Sejauh ini, Jubir Nasional yang ditunjuk Presiden Joko Widodo, Achmad Yurianto, tidak membuka keterangan terkait penelusuran (tracing) suatu kasus. Lies juga tidak mau menjawab tentang apakah WNA Korea Selatan itu betul terinfeksi virus corona. "Untuk positif dan negatif, data ada di Litbangkes (Kemenkes)," ujarnya.

Menurut Dekan Fakultas Kedokteran Universitas Indonesia (UI), dr. Ari Fahrial Syam, petugas kesehatan dapat tertular langsung dari pasien baik di poli klinik maupun di rawat inap. "Terus terang ini juga sudah saya prediksi, bahwa model penyebaran kontak langsung seperti saat ini membuat petugas kesehatan bisa menjadi korban," ujarnya.

Ketua Persatuan Perawat Nasional Indonesia (PPNI), Harif Fadhillah, mengatakan hingga 26 Maret 2020 masih banyak perawat yang mengeluhkan langkanya APD. Sebelumnya, tenaga medis di sejumlah daerah, seperti Serang di Banten, dan Surabaya, Jawa Timur, mengenakan jas hujan karena keterbatasan APD.

Dalam pernyataan bersama IDI, PPNI, dan sejumlah organisasi lainnya, mereka mendesak terjaminnya APD bagi para petugas medis karena dalam kondisi wabah, setiap pasien mungkin adalah orang dalam penularan (ODP) atau pasien dalam pengawasan (PDP).

"Bila hal ini tidak terpenuhi, maka kami meminta kepada anggota profesi kami untuk sementara tidak ikut melakukan perawatan penanganan pasien Covid-19 demi melindungi dan menjaga kesehatan Sejawat," ujar organisasi itu dalam pernyataan tertulis, Jumat (27/3/2020).

Apa yang dilakukan pemerintah?

Pemerintah mengklaim telah mendistribusikan 151.000 APD ke seluruh provinsi di Indonesia, termasuk ke wilayah yang kesulitan transportasi seperti di Papua dan Papua barat serta wilayah perbatasan.
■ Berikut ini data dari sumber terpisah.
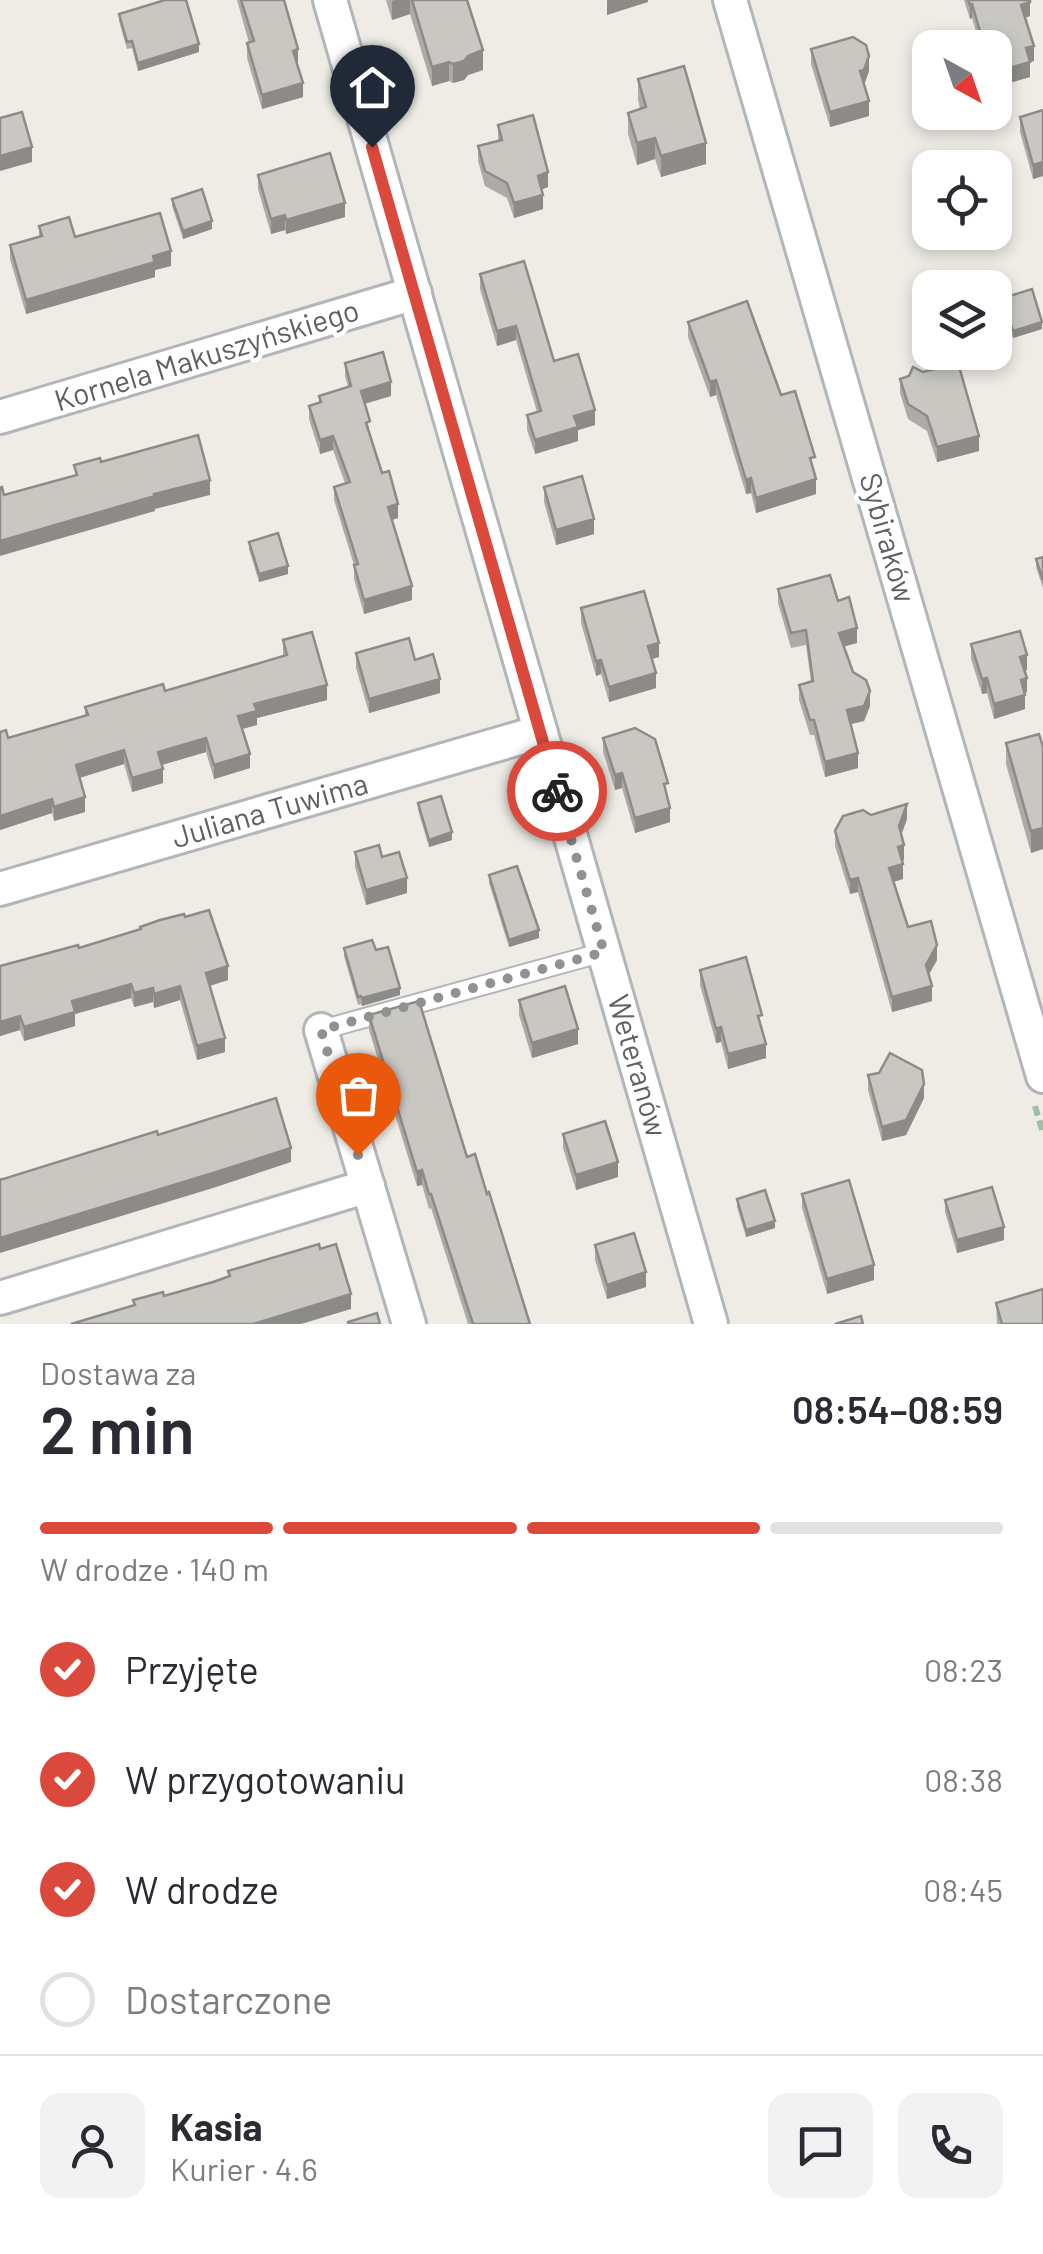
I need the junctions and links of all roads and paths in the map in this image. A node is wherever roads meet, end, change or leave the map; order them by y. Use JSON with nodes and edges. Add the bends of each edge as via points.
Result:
{"nodes":[{"id":1,"x":330,"y":0,"type":"edge"},
{"id":2,"x":730,"y":0,"type":"edge"},
{"id":3,"x":415,"y":294,"type":"junction"},
{"id":4,"x":0,"y":418,"type":"edge"},
{"id":5,"x":540,"y":732,"type":"junction"},
{"id":6,"x":0,"y":889,"type":"edge"},
{"id":7,"x":604,"y":952,"type":"junction"},
{"id":8,"x":321,"y":1030,"type":"joint"},
{"id":9,"x":1043,"y":1076,"type":"edge"},
{"id":10,"x":368,"y":1186,"type":"junction"},
{"id":11,"x":0,"y":1298,"type":"edge"},
{"id":12,"x":409,"y":1324,"type":"edge"},
{"id":13,"x":711,"y":1324,"type":"edge"}],
"edges":[{"from":1,"to":3,"type":"street","name":"Weteranów"},
{"from":2,"to":9,"type":"street","name":"Sybiraków"},
{"from":3,"to":4,"type":"street","name":"Kornela Makuszyńskiego"},
{"from":3,"to":5,"type":"street","name":"Weteranów"},
{"from":5,"to":6,"type":"street","name":"Juliana Tuwima"},
{"from":5,"to":7,"type":"street","name":"Weteranów"},
{"from":7,"to":8,"type":"lane"},
{"from":7,"to":13,"type":"street","name":"Weteranów"},
{"from":8,"to":10,"type":"street"},
{"from":10,"to":11,"type":"street"},
{"from":10,"to":12,"type":"street"}]}
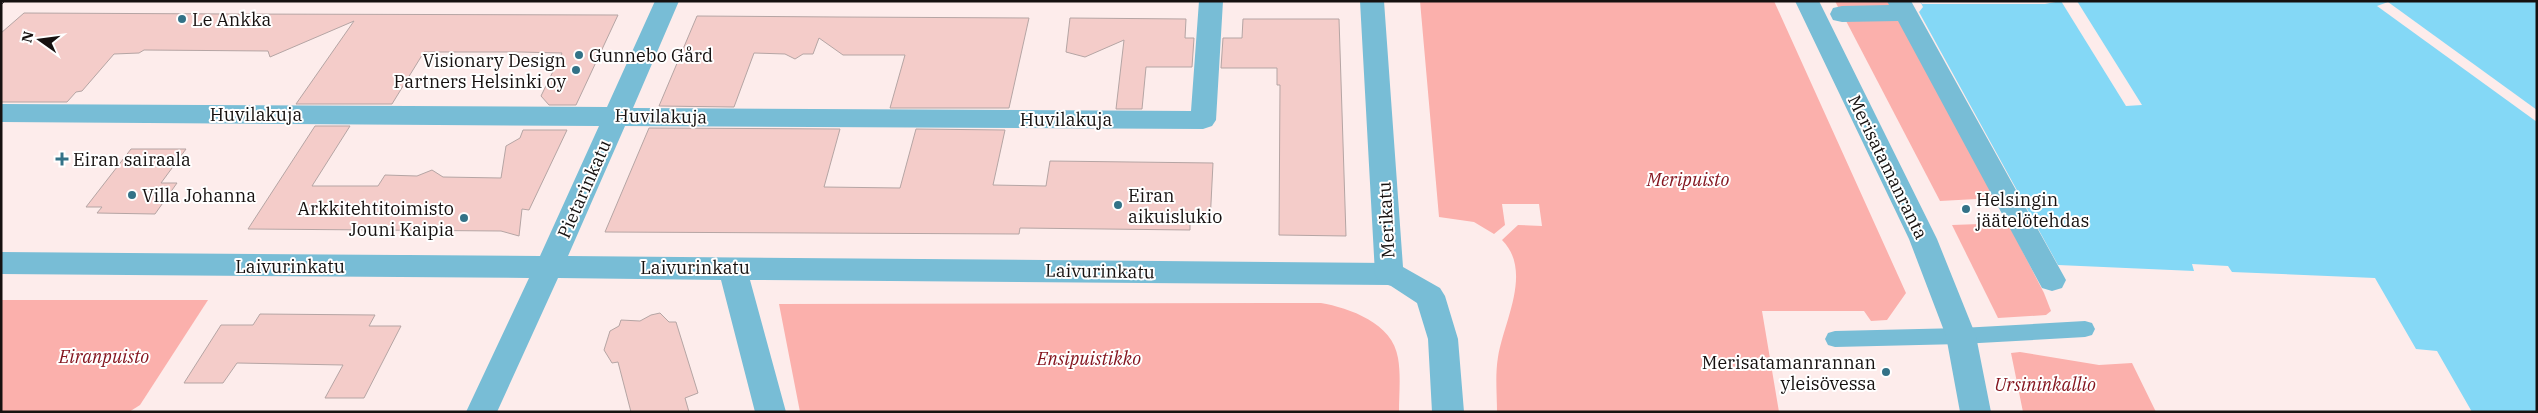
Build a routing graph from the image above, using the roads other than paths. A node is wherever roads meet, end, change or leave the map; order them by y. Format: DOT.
graph roads {
  1 [pos="667,1"];
  2 [pos="1211,1"];
  3 [pos="1372,1"];
  4 [pos="1806,1"];
  5 [pos="1902,4"];
  6 [pos="1842,14"];
  7 [pos="1,113"];
  8 [pos="617,115"];
  9 [pos="1,263"];
  10 [pos="548,267"];
  11 [pos="732,267"];
  12 [pos="1389,274"];
  13 [pos="2052,280"];
  14 [pos="2085,328"];
  15 [pos="1961,336"];
  16 [pos="1835,339"];
  17 [pos="481,412"];
  18 [pos="771,412"];
  19 [pos="1448,412"];
  20 [pos="1976,412"];
  1 -- 8 [label="street, Pietarinkatu"];
  2 -- 8 [label="street, Huvilakuja"];
  3 -- 12 [label="street, Merikatu"];
  4 -- 15 [label="street, Merisatamanranta"];
  5 -- 6 [label="street"];
  5 -- 13 [label="street"];
  7 -- 8 [label="street, Huvilakuja"];
  8 -- 10 [label="street, Pietarinkatu"];
  9 -- 10 [label="street, Laivurinkatu"];
  10 -- 11 [label="street, Laivurinkatu"];
  10 -- 17 [label="street, Pietarinkatu"];
  11 -- 12 [label="street, Laivurinkatu"];
  11 -- 18 [label="street"];
  12 -- 19 [label="street, Merikatu"];
  14 -- 15 [label="lane"];
  15 -- 16 [label="lane"];
  15 -- 20 [label="street, Merisatamanranta"];
}
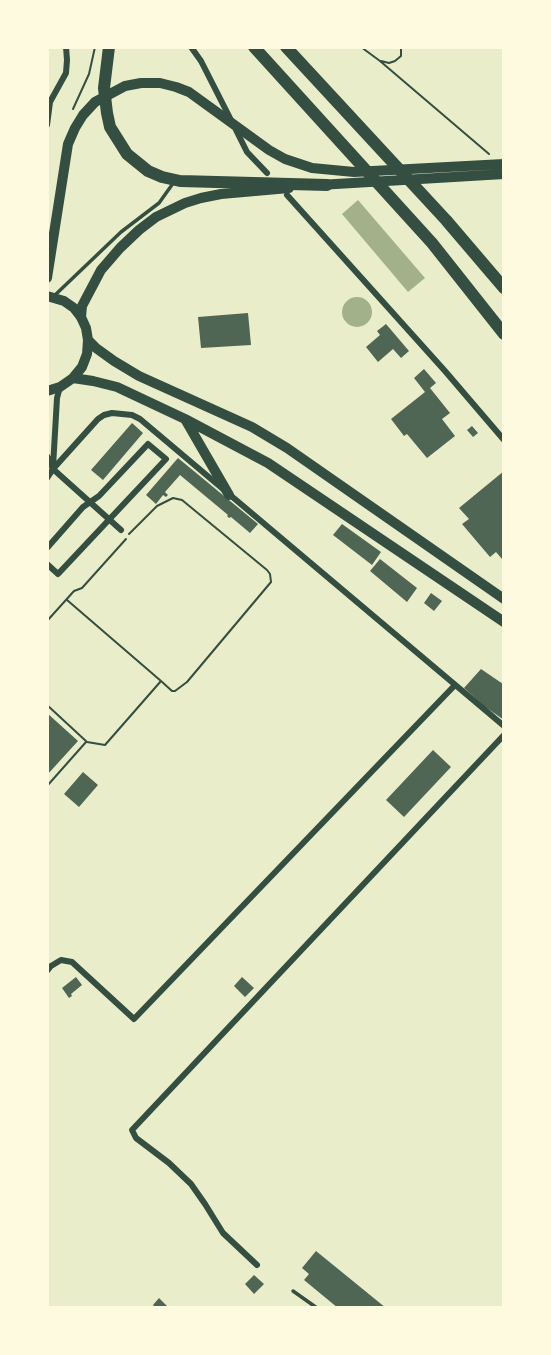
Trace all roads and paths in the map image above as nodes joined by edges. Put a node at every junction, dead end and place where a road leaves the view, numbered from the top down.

"Pertama, APD tersebut akan didorong khususnya kepada daerah-daerah yang memiliki kesulitan transportasi dan di perbatasan," kata Paban IV/Operasi Dalam Negeri Staf Operasi TNI, Kolonel Aditya Nindra.

"Dari rumah sakit-rumah sakit yang ada di daerah, bisa berkomunikasi kepada gugus tugas daerah sehingga mereka bisa mendapatkan alokasi dari Alat Pelindung Diri virus corona yang sudah didistribusikan itu," kata Aditya.